Nelle ore che seguirono l’agguato, la ragazzina venne prima portata all’ospedale di Cava dei Tirreni e poi, vista la criticità della situazione, al Cardarelli di Napoli. Qui fu ricoverata presso il centro di rianimazione, con un delicato quadro clinico. Il proiettile che la raggiunse, perforò la tempia sinistra, attraversandole diametralmente la testa, uscendo dall’altra tempia. Questo causò una grave emorragia e dei danni irreversibili al cervello. La piccola cadde in coma profondo e, dopo disperati tentativi (tra cui trasfusioni di sangue e un intervento chirurgico), si spense a casa. Infatti, la famiglia, appreso che lo staff medico del Cardarelli non avrebbe potuto far nient’altro per salvare Simonetta, chiese e ottenne di portarla a casa con un’ambulanza, per lasciarle trascorrere gli ultimi attimi della sua breve vita tra le pareti della cameretta in cui sognava, studiava e giocava.
Alfonso Lamberti, all’epoca del tragico agguato, aveva 45 anni ed era procuratore della Repubblica presso il tribunale di Sala Consilina e docente di Storia del Diritto Penale presso l’università di Salerno. In quegli anni svolgeva il suo lavoro con determinazione e forza. Indagare per lui era una vera e propria vocazione, ma sapeva che infilare il bastone tra le ruote ai pesci grossi della camorra, impegnata nelle estorsioni e ad allungare le mani sulla grossa torta della ricostruzione del post terremoto dell’Irpinia, avrebbe potuto mettere la propria vita in pericolo. Soprattutto in seguito all’esecuzione di stampo camorristico del collega magistrato Nicola Giacumbi. Dopo quell’omicidio, ad Alfonso Lamberti venne assegnata un’alfetta blindata, che però proprio quel sabato di maggio non aveva ritenuto opportuno utilizzare. Lamberti, infatti, nel trascorrere una mattinata al mare con la figlia, non aveva fiutato alcun pericolo e scelse di prendere la propria automobile. Evidentemente questo abbaglio, solo all’apparenza irrilevante, dovette essere stato chiaro ai killer, che con ogni probabilità controllavano il magistrato.
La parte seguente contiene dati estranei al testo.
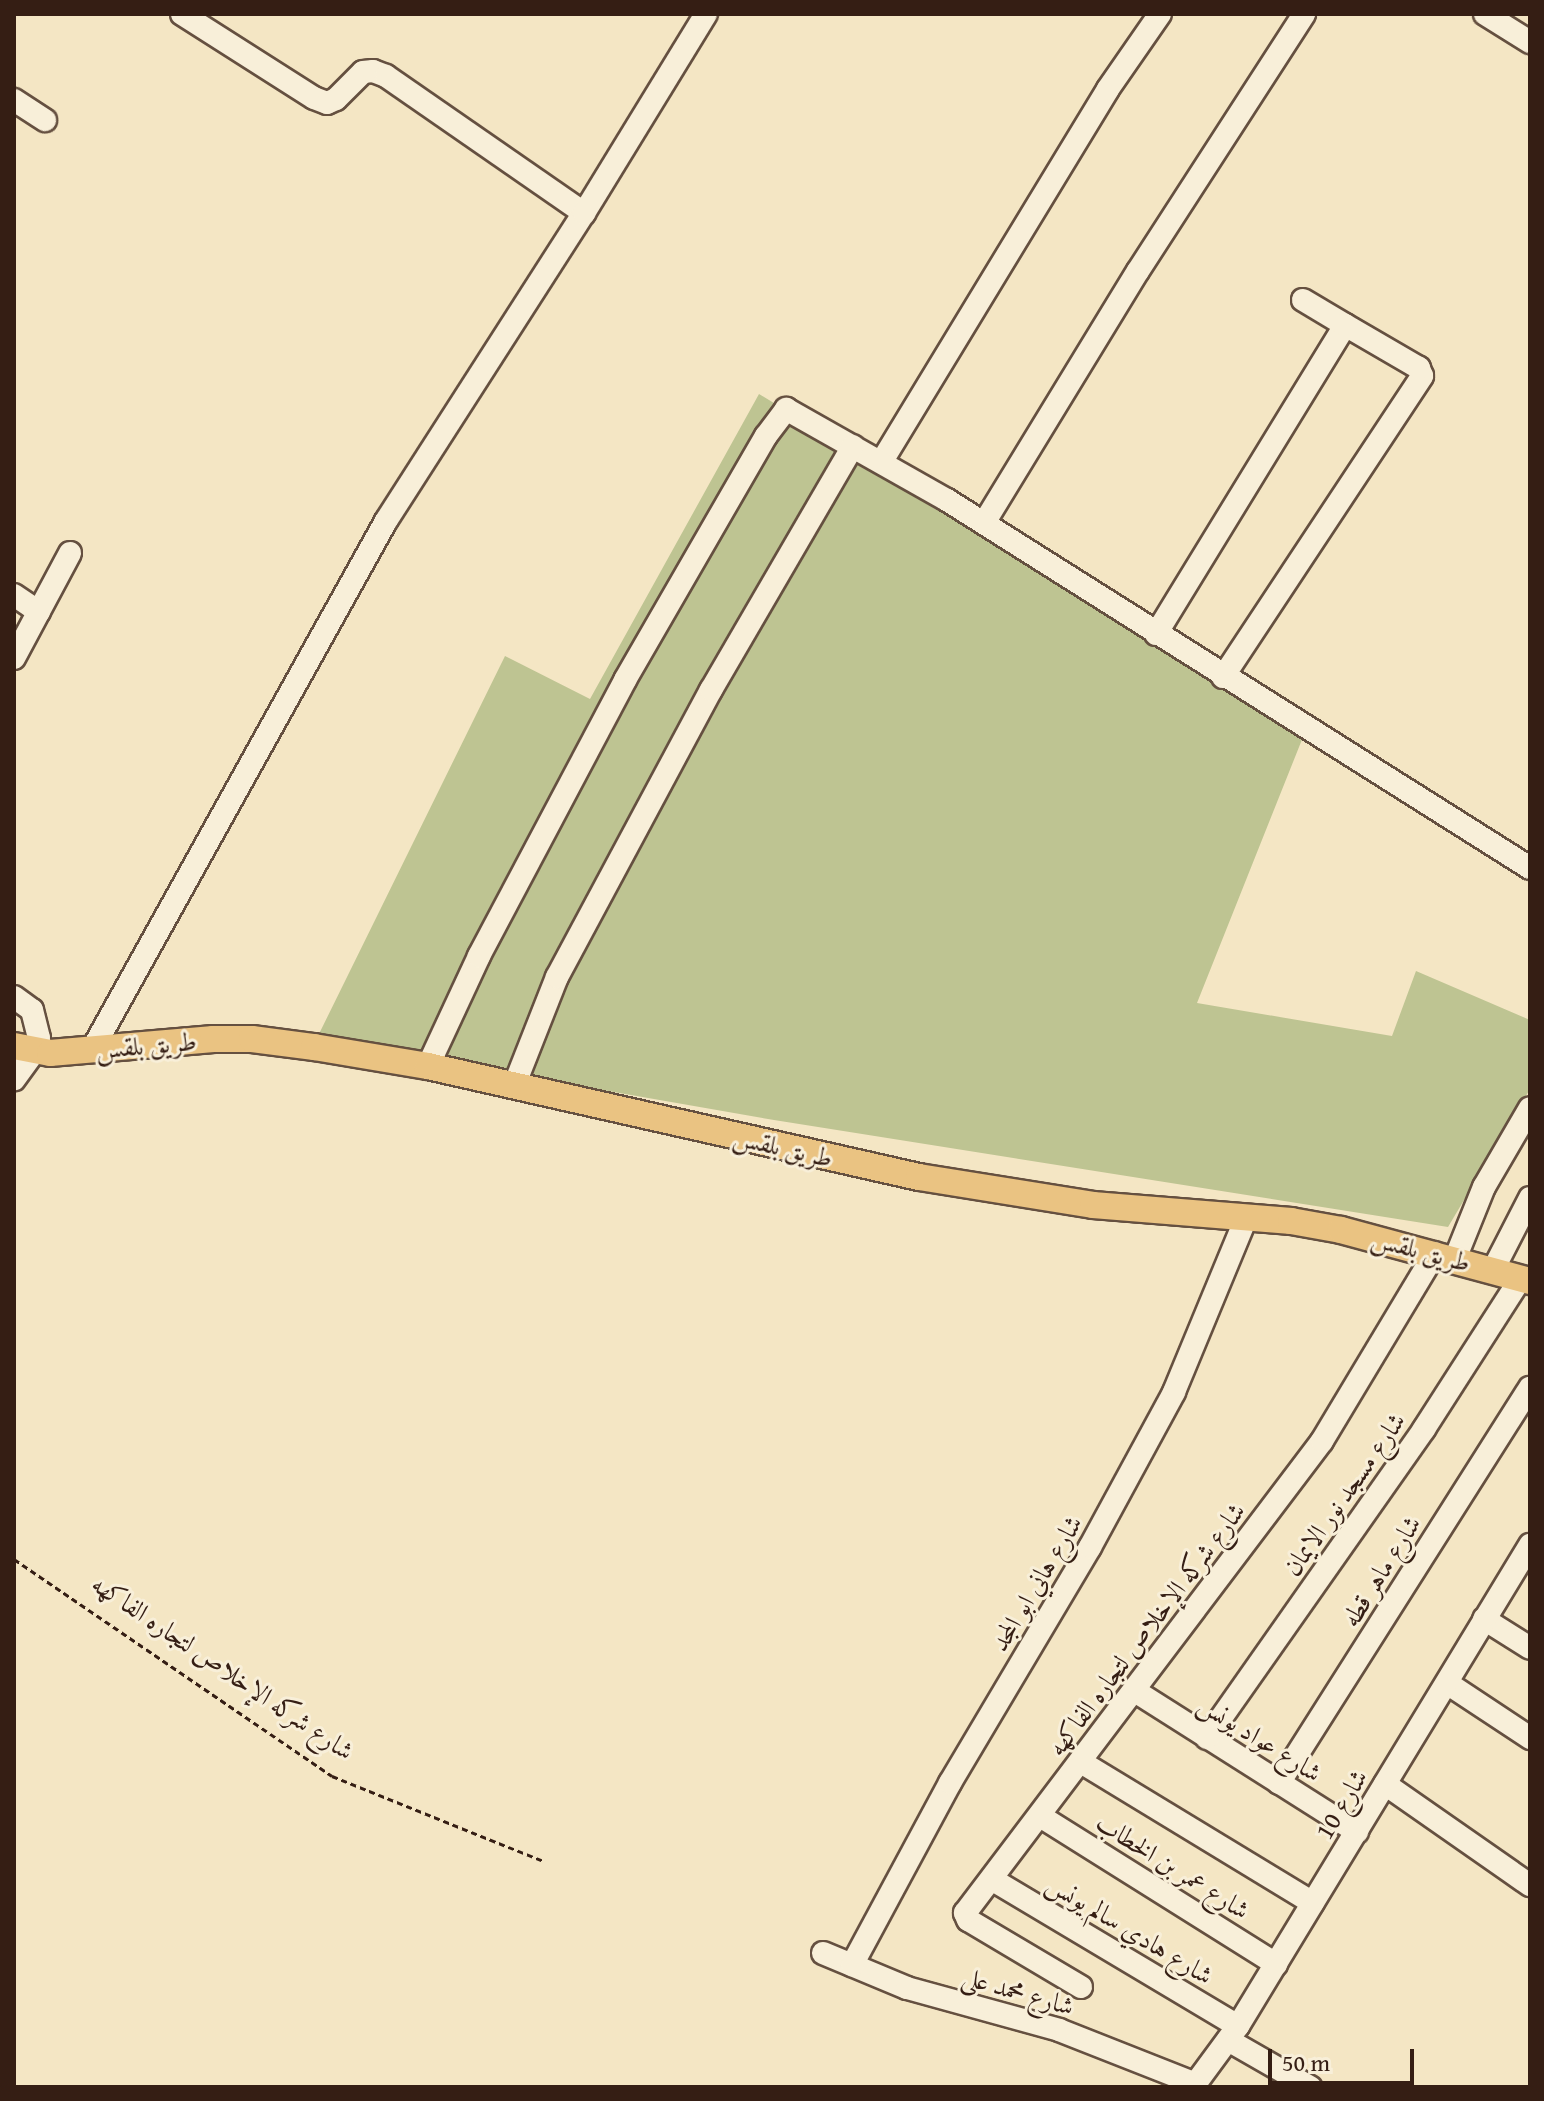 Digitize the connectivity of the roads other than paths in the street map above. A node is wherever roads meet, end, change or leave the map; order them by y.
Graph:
1 (182, 14) edge
2 (706, 14) edge
3 (1160, 14) edge
4 (1304, 14) edge
5 (1485, 14) edge
6 (1530, 42) edge
7 (14, 100) edge
8 (45, 120) dead end
9 (584, 213) junction
10 (1303, 300) dead end
11 (1345, 325) junction
12 (853, 446) junction
13 (882, 461) junction
14 (984, 523) junction
15 (70, 553) dead end
16 (14, 595) edge
17 (39, 612) junction
18 (1156, 634) junction
19 (14, 658) edge
20 (1223, 677) junction
21 (1530, 868) edge
22 (14, 997) edge
23 (24, 1049) edge
24 (92, 1050) junction
25 (428, 1066) junction
26 (14, 1080) edge
27 (514, 1086) junction
28 (1530, 1108) edge
29 (1530, 1198) edge
30 (1246, 1218) junction
31 (1445, 1256) junction
32 (1493, 1270) junction
33 (1526, 1279) edge
34 (1530, 1388) edge
35 (1530, 1545) edge
36 (1484, 1619) junction
37 (1530, 1648) edge
38 (1447, 1683) junction
39 (1135, 1691) junction
40 (1207, 1738) junction
41 (1530, 1738) edge
42 (1081, 1762) junction
43 (1279, 1783) junction
44 (1385, 1784) junction
45 (1040, 1816) junction
46 (1357, 1832) junction
47 (993, 1880) junction
48 (1530, 1885) edge
49 (1313, 1903) junction
50 (823, 1953) dead end
51 (1276, 1964) junction
52 (852, 1965) junction
53 (1081, 1987) dead end
54 (1233, 2033) junction
55 (1195, 2085) edge
56 (1310, 2087) edge

1 - 9 street
2 - 9 street
3 - 13 street
4 - 14 street
5 - 6 street
7 - 8 street
9 - 24 street
10 - 11 street
11 - 18 street
11 - 20 street
12 - 13 street
12 - 25 street
12 - 27 street
13 - 14 street
14 - 18 street
15 - 17 street
16 - 17 street
17 - 19 street
18 - 20 street
20 - 21 street
22 - 23 street
23 - 24 main road, طريق بلقس
23 - 26 street
24 - 25 main road, طريق بلقس
25 - 27 main road, طريق بلقس
27 - 30 main road, طريق بلقس
28 - 31 street, شارع شركه الإخلاص لتجاره الفاكهه
29 - 32 street
30 - 31 main road, طريق بلقس
30 - 52 street, شارع هاني ابو المجد
31 - 32 main road, طريق بلقس
31 - 39 street, شارع شركه الإخلاص لتجاره الفاكهه
32 - 33 main road, طريق بلقس
33 - 40 street, شارع مسجد نور الايمان
34 - 43 street, شارع ماهر قطه
35 - 36 street, شارع 10
36 - 37 street
36 - 38 street, شارع 10
38 - 41 street
38 - 44 street, شارع 10
39 - 40 street, شارع عواد يونس
39 - 42 street, شارع شركه الإخلاص لتجاره الفاكهه
40 - 43 street, شارع عواد يونس
42 - 45 street, شارع شركه الإخلاص لتجاره الفاكهه
42 - 49 street
43 - 46 street, شارع عواد يونس
44 - 46 street, شارع 10
44 - 48 street
45 - 47 street, شارع شركه الإخلاص لتجاره الفاكهه
45 - 51 street, شارع عمر بن الخطاب
46 - 49 street, شارع 10
47 - 53 street, شارع شركه الإخلاص لتجاره الفاكهه
47 - 54 street, شارع هادي سالم يونس
49 - 51 street, شارع 10
50 - 52 street, شارع محمد على
51 - 54 street, شارع 10
52 - 55 street, شارع محمد على
54 - 55 street, شارع 10
54 - 56 street, شارع هادي سالم يونس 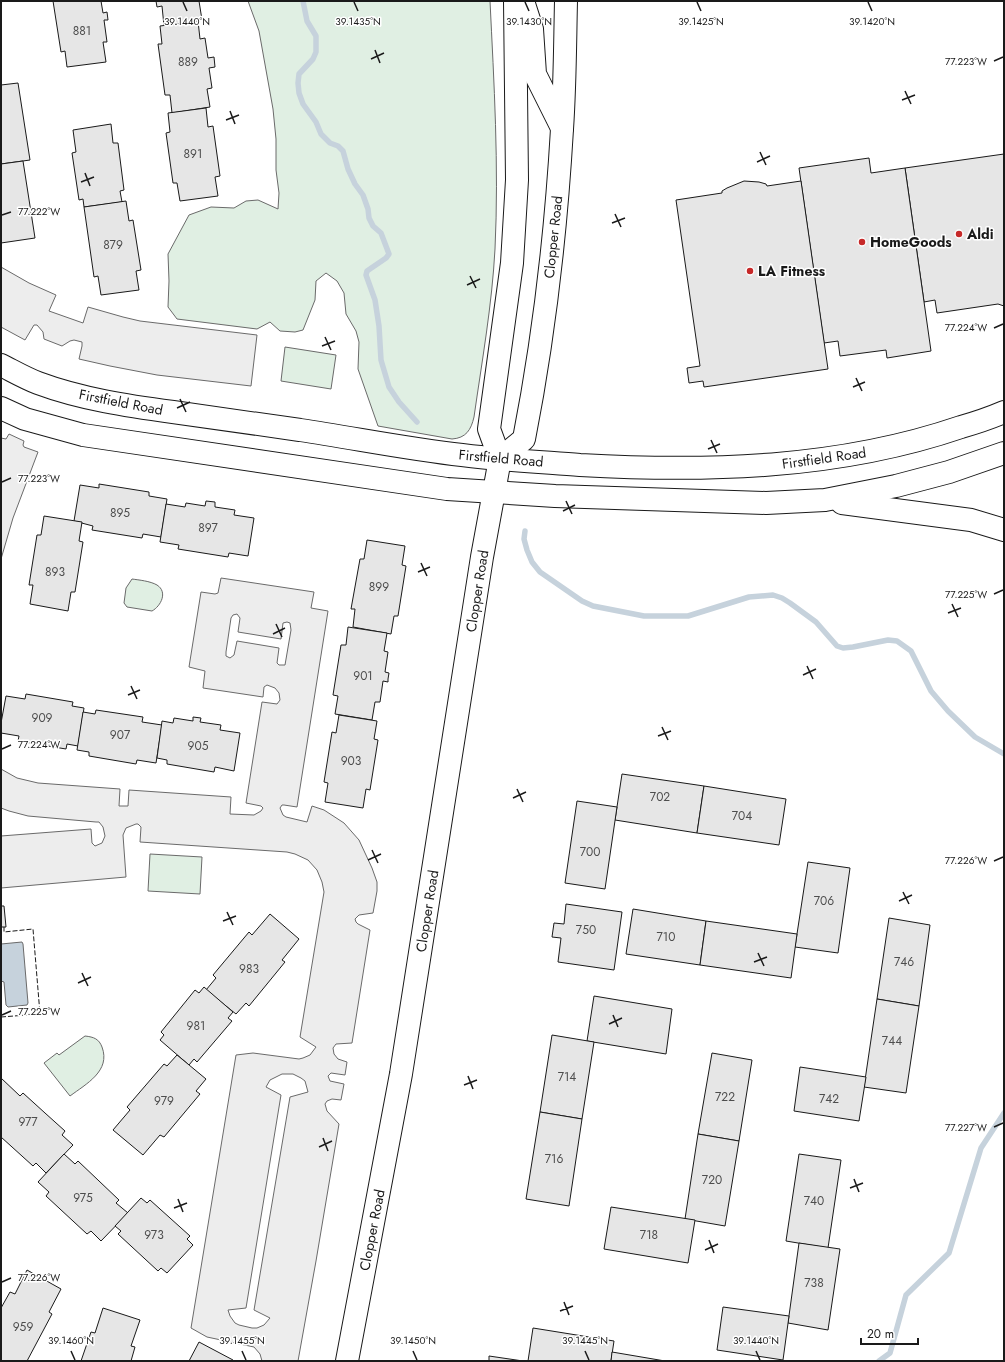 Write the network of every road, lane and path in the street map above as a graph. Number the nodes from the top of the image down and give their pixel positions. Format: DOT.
graph roads {
  1 [pos="515,1"];
  2 [pos="524,1"];
  3 [pos="566,1"];
  4 [pos="562,129"];
  5 [pos="1,365"];
  6 [pos="1,408"];
  7 [pos="1004,412"];
  8 [pos="1004,453"];
  9 [pos="500,459"];
  10 [pos="494,493"];
  11 [pos="825,500"];
  12 [pos="1004,530"];
  13 [pos="347,1361"];
  1 -- 9 [label="street"];
  2 -- 4 [label="street"];
  3 -- 4 [label="street, Clopper Road"];
  4 -- 9 [label="street, Clopper Road"];
  5 -- 9 [label="street, Firstfield Road"];
  6 -- 10 [label="street"];
  7 -- 9 [label="street, Firstfield Road"];
  8 -- 11 [label="street"];
  9 -- 10 [label="street, Clopper Road"];
  10 -- 11 [label="street"];
  10 -- 13 [label="street, Clopper Road"];
  11 -- 12 [label="street"];
} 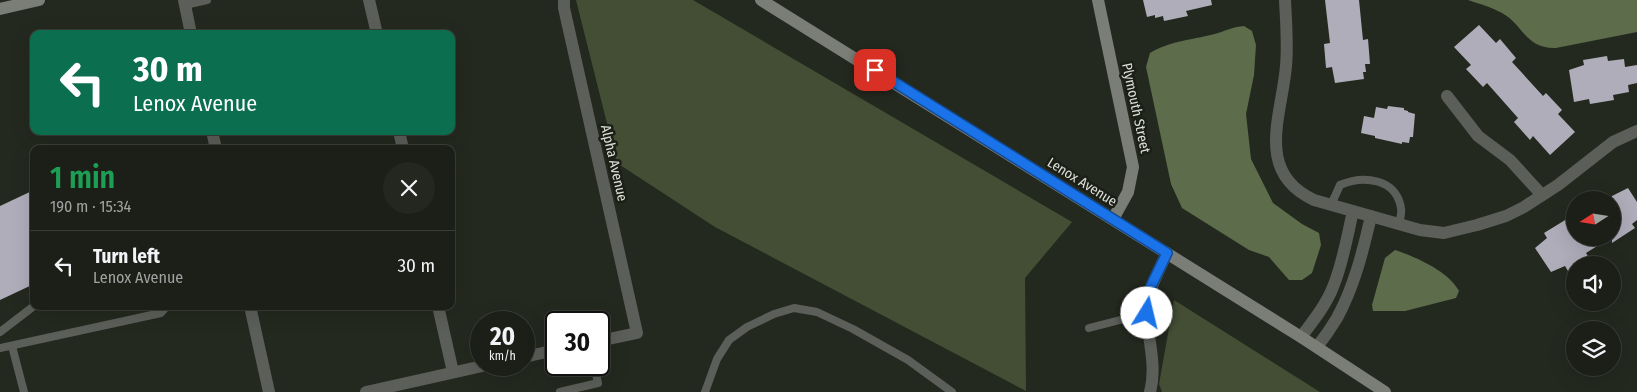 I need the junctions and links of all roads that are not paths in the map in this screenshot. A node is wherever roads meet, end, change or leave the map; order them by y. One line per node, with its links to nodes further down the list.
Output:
1 (39, 0): 9 (main road)
2 (207, 0): 8 (lane)
3 (369, 0): 11 (street)
4 (564, 0): 29 (street, Alpha Avenue)
5 (761, 0): 18 (main road, Lenox Avenue)
6 (1098, 0): 18 (main road, Plymouth Street)
7 (1285, 0): 15 (street)
8 (184, 2): 10 (street)
9 (0, 9)
10 (190, 30)
11 (376, 30)
12 (1447, 96): 14 (street)
13 (1637, 131): 14 (street)
14 (1542, 195): 19 (street)
15 (1331, 205): 16 (street); 19 (lane)
16 (1353, 211): 17 (street); 28 (street)
17 (1371, 216): 19 (street); 31 (street)
18 (1113, 219): 20 (main road, Lenox Avenue)
19 (1399, 224)
20 (1167, 253): 25 (street); 28 (main road, Lenox Avenue)
21 (30, 309): 27 (lane)
22 (165, 310): 30 (lane)
23 (251, 310): 37 (street)
24 (439, 310): 34 (street)
25 (1147, 313): 26 (lane); 42 (street)
26 (1089, 328)
27 (0, 332)
28 (1301, 337): 31 (main road, Lenox Avenue)
29 (610, 339)
30 (12, 346): 32 (lane); 36 (lane)
31 (1317, 347): 43 (main road, Lenox Avenue)
32 (0, 348)
33 (470, 368): 34 (street)
34 (453, 372): 38 (street)
35 (596, 376): 39 (lane)
36 (24, 392)
37 (269, 392)
38 (366, 392)
39 (560, 392)
40 (705, 392): 41 (lane)
41 (952, 392)
42 (1150, 392)
43 (1385, 392)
Alfonso Lamberti nel corso dell’agguato fu ferito alla spalla sinistra e alla nuca. Fu dunque operato, ma lasciò l’ospedale appena seppe della tragica fine della figlia. Per conservare la memoria della piccola Simonetta, strappata alla vita e all’amore della famiglia, sono state organizzate diverse iniziative che la ricordano come la prima della lunga serie di baby-vittime della camorra. All’indomani dell’agguato, in suo onore, fu eretto un monumento, un cippo marmoreo spezzato realizzato grazie ad una spontanea sottoscrizione della cittadinanza, in seguito rimosso a causa dei lavori per alcune opere pubbliche e solo dopo circa 10 anni fu possibile ripristinarlo. Il 2 aprile del 1983 lo stadio di Cava dei Tirreni fu battezzato con il nome di Simonetta Lamberti.
A distanza di più di 30 anni, ancora si ignorano il nome e il volto dell’esecutore.